Start of SOURCE DATA

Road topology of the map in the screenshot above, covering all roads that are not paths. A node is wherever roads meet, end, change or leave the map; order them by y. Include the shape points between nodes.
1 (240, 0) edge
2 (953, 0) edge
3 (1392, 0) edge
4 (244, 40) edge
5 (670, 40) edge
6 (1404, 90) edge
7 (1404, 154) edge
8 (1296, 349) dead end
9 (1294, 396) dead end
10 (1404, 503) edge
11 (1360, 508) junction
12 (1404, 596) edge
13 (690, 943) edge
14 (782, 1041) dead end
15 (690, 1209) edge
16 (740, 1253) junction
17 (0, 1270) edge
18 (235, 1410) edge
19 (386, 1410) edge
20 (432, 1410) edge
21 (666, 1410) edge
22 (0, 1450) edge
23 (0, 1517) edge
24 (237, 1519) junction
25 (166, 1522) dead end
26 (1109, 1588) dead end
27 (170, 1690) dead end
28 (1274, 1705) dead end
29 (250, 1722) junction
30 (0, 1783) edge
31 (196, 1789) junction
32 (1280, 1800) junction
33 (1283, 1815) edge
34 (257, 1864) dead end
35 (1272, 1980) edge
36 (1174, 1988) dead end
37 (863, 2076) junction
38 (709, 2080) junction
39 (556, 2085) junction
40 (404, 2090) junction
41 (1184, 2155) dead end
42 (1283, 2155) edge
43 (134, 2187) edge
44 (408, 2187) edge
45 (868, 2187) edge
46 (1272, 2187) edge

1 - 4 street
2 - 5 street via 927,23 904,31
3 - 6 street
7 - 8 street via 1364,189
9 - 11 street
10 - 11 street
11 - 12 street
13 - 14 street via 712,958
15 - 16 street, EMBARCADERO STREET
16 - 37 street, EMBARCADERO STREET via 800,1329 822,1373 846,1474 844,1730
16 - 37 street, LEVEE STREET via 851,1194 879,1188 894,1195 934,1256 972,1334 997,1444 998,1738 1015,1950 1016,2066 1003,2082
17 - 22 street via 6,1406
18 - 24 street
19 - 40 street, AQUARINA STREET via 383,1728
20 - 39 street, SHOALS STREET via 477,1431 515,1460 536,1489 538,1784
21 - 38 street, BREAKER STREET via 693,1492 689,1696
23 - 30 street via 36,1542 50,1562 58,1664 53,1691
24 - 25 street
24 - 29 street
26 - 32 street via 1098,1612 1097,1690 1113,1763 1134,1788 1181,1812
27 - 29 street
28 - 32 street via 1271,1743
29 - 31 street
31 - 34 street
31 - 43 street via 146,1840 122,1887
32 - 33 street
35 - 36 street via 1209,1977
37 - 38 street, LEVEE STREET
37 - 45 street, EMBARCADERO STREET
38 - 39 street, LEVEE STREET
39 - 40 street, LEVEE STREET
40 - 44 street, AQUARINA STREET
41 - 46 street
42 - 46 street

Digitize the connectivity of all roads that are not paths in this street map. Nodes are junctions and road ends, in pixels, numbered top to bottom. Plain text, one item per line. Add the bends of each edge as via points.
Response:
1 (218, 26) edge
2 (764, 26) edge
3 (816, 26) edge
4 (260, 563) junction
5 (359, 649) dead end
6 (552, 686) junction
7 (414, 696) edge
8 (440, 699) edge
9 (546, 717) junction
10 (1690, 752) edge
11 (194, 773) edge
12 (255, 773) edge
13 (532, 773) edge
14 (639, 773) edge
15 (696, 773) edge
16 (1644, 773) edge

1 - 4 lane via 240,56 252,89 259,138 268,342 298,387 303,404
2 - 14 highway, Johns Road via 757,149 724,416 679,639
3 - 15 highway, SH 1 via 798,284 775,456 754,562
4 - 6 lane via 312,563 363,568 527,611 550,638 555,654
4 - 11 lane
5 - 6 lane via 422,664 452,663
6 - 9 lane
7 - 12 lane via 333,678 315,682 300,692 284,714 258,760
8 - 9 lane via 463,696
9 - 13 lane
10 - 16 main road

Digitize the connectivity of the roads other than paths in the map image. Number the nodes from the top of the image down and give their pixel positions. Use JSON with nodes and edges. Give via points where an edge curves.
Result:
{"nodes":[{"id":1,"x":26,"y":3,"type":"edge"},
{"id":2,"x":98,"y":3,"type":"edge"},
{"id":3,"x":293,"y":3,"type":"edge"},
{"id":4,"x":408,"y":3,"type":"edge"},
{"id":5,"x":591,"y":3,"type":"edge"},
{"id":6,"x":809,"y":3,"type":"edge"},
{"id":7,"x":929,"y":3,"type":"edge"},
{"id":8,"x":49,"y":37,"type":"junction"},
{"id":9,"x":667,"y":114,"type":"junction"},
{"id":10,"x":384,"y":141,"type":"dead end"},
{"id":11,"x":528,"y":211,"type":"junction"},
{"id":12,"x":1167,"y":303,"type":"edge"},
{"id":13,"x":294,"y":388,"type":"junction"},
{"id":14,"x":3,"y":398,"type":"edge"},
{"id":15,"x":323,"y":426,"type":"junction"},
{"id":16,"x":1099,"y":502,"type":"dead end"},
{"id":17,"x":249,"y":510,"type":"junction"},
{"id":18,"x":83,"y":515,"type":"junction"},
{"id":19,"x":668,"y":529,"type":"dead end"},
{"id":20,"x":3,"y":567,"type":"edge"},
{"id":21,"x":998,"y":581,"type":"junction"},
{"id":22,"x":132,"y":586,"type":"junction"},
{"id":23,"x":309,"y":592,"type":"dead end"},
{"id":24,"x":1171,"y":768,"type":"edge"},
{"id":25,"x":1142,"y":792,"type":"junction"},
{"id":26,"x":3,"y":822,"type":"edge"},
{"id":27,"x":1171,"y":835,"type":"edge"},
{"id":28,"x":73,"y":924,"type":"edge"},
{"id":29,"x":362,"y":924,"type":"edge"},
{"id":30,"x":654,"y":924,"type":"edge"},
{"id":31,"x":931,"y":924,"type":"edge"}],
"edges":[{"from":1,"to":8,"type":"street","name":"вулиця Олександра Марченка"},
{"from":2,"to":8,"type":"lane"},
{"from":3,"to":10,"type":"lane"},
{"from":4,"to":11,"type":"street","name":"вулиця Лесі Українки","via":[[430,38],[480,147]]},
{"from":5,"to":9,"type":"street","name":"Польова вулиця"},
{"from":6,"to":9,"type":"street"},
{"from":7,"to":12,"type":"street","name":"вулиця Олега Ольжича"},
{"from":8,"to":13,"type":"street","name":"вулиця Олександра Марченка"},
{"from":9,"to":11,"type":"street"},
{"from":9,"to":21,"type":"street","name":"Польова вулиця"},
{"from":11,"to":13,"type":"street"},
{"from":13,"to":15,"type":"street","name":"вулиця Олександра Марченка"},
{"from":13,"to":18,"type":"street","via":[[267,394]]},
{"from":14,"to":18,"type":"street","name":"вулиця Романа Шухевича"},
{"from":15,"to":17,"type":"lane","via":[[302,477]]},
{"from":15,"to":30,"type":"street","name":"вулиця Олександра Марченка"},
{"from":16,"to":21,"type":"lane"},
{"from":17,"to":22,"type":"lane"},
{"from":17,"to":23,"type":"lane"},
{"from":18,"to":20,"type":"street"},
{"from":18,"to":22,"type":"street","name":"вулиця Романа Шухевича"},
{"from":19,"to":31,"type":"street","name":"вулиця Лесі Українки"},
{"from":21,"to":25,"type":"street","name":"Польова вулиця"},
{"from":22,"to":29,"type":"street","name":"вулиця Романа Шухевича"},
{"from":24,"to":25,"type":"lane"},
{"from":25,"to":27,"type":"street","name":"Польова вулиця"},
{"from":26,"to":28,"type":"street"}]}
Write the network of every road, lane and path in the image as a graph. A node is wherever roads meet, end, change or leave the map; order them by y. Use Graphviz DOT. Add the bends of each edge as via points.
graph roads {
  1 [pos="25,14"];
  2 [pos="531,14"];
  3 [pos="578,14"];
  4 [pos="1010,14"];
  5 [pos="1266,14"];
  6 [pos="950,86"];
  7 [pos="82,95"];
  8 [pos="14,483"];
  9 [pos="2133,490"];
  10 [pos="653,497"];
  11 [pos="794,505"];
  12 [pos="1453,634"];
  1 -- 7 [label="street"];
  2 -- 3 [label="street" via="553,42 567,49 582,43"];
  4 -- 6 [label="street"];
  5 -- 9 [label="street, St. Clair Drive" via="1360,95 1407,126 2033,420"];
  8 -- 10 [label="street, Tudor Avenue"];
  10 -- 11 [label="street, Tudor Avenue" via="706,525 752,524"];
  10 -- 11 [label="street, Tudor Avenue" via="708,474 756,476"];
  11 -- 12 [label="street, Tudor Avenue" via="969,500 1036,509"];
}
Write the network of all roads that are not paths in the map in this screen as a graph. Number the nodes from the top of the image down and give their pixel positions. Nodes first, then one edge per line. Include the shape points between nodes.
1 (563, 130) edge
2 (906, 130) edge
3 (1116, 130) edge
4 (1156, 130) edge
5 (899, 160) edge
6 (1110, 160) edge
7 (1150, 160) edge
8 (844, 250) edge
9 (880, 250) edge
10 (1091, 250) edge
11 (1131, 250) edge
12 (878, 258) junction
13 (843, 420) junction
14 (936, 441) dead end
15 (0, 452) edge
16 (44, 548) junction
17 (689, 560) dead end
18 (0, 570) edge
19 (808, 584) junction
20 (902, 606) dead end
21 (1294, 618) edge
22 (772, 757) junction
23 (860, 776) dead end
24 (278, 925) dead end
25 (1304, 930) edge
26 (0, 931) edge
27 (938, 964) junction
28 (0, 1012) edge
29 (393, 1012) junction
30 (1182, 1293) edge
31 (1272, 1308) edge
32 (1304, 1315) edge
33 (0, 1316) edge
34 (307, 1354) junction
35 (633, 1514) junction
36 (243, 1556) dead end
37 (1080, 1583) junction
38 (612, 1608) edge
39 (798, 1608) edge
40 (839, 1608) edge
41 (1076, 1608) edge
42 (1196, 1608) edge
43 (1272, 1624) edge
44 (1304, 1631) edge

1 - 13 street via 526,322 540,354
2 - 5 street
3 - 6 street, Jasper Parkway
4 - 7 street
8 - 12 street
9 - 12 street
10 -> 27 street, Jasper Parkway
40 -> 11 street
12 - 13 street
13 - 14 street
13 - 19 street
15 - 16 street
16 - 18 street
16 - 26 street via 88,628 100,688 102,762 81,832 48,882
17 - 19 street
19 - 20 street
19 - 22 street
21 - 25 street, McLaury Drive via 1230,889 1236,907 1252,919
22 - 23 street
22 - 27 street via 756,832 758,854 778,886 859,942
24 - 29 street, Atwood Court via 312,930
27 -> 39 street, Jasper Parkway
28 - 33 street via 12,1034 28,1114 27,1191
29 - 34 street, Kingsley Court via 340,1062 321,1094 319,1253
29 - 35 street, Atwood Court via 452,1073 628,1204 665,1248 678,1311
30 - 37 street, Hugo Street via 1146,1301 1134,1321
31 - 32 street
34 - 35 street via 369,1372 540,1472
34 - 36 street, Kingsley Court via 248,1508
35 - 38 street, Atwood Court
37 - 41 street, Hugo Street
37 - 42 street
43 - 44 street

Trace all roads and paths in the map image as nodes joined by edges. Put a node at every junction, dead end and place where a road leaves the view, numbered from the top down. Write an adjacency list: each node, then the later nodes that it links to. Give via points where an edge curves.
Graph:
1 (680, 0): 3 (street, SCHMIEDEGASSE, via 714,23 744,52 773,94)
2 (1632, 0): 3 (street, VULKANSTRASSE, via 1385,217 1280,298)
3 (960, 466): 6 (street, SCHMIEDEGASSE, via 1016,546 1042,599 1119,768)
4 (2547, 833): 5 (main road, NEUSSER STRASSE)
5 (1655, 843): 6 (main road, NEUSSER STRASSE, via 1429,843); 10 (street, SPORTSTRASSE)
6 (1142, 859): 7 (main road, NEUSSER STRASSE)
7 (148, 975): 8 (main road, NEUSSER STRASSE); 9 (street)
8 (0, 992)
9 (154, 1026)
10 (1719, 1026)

End of SOURCE DATA

Looking at the records above, how many lines contain "Include"? Answer with the number alone.

| RESPONSE BELOW |
2